I had a blouse and old-school wool cardigan but I didn’t have a skirt that was knee-length or longer as they make me look frumpy. Luckily mum came up with the goods (an old one I’d passed on). She also gave me a metal and bead broach for the top of the shirt as in those days modesty was protected with more buttons. A thin leather belt was essential. I was also given permission to wear my dad’s ancestor’s glasses, which were 1940s style and may well have been from that era, but there was no way of telling. I wanted to wear the gas mask too but that was out of bounds. The specs had interesting bendy extensions to fit them to your ears, were lighter to wear and I think, more flattering on the face.

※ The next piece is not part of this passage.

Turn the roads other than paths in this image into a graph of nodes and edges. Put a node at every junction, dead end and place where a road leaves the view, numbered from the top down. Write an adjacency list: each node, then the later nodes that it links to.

1940s make-up was similar to modern make up application, but with more blending. I found a tutorial and used that. But all that eyeliner and eyeshadow liner took an hour to remove! I even plucked my eyebrows a little to give a more pronounced arch. I must have done quite well as someone asked today whether I’d had them done professionally.
Mum kindly did my hair in a style of that era, which used a lot of hair grips. It was central to the look and was much admired. Then I went to my friend’s house. As soon as I went into the room I felt like I’d gone back in time. It was lit by a wood-burning stove which issued plenty of heat, flames flickering on the bare floorboards.

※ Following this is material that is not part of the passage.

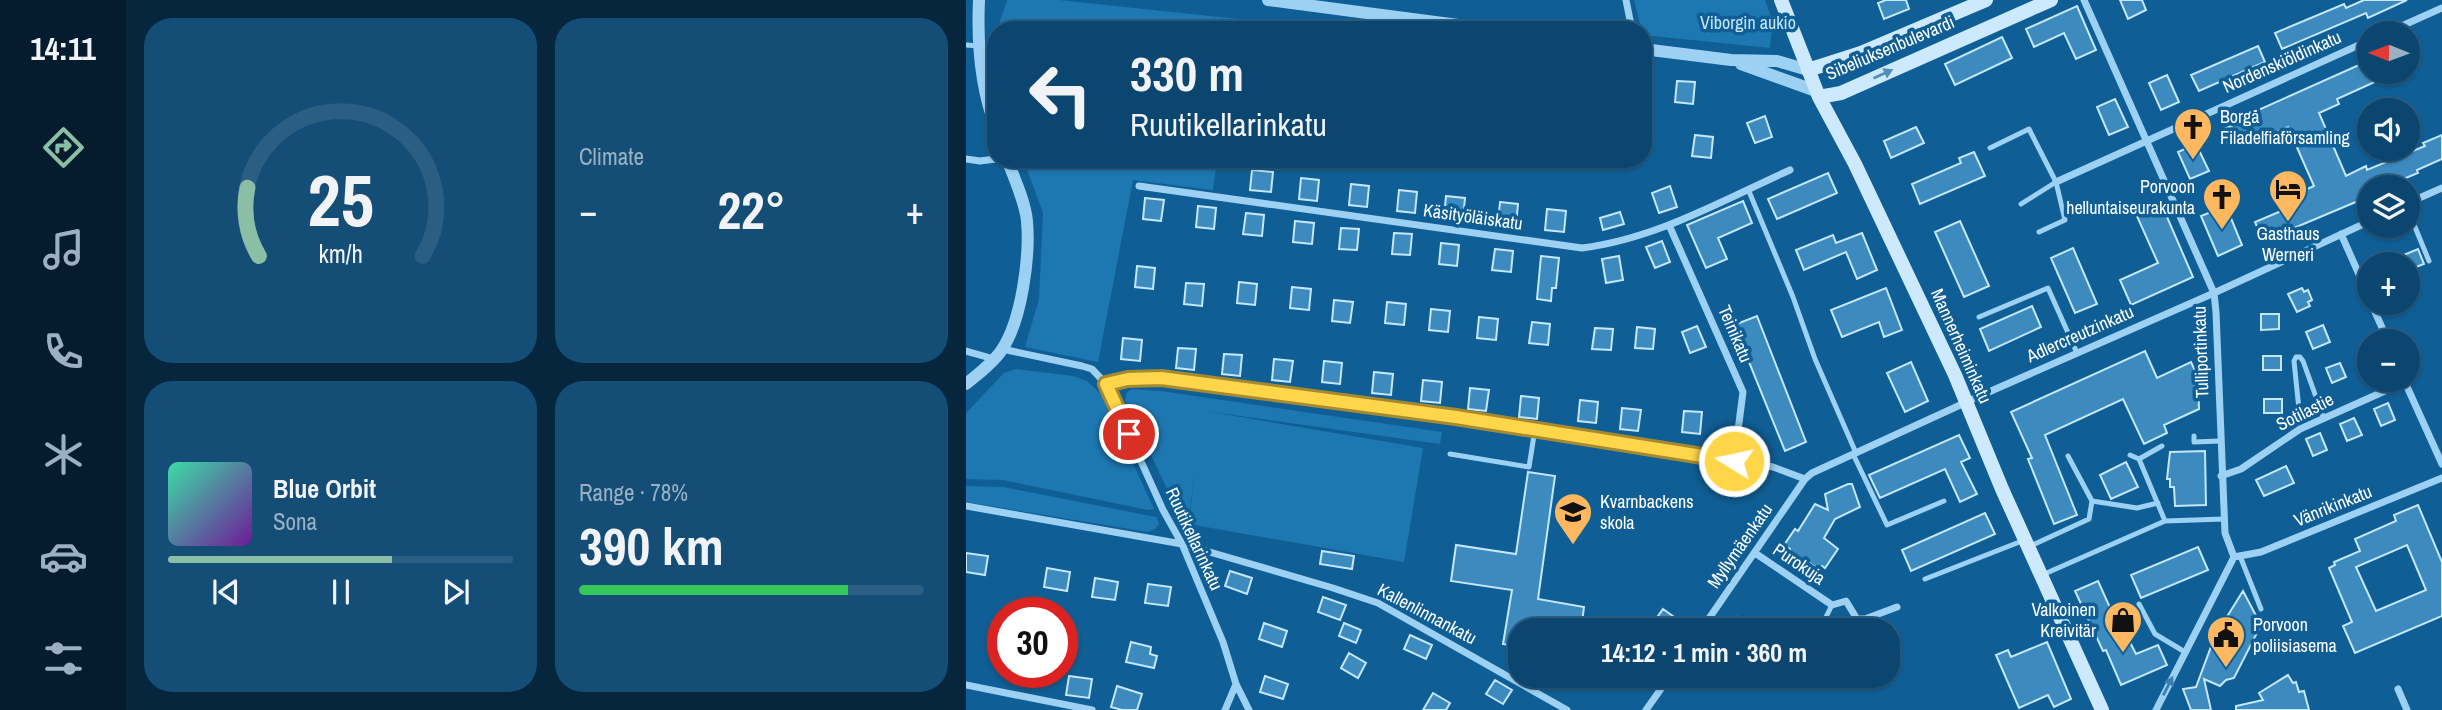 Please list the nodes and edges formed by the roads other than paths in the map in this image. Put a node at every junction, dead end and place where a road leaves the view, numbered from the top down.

Part of the ceiling paint had come off revealing the upstairs floor, as if the house really had been caught up in the Blitz. The windows were covered in newspaper like the real blackout and the only furniture was wooden other than the coal scuttle and wood basket. The digital radio was black and blended in, blaring out 1940s radio including sirens, explosions and wireless announcements. There was an excitable commentator going on about “Wood for war!” so presumably the fire was less authentic than my costume. There was another girl in a scarf tied up like the ladies in the factories which looked great with bouffant wartime hair and her boyfriend had sourced Union Jack braces and a flat cap. We sat on rugs against sofa cushions.
Someone wondered how people danced in those days, so I got up and showed them, even using the wooden broom in the corner as a prop. In my costume I felt like a hyperactive grandma.
I’d recommend this theme, particularly if you have any rooms that are being decorated. Also if there is any staining it can simply be covered up. Don’t forget to make your V for Victory signs for the camera!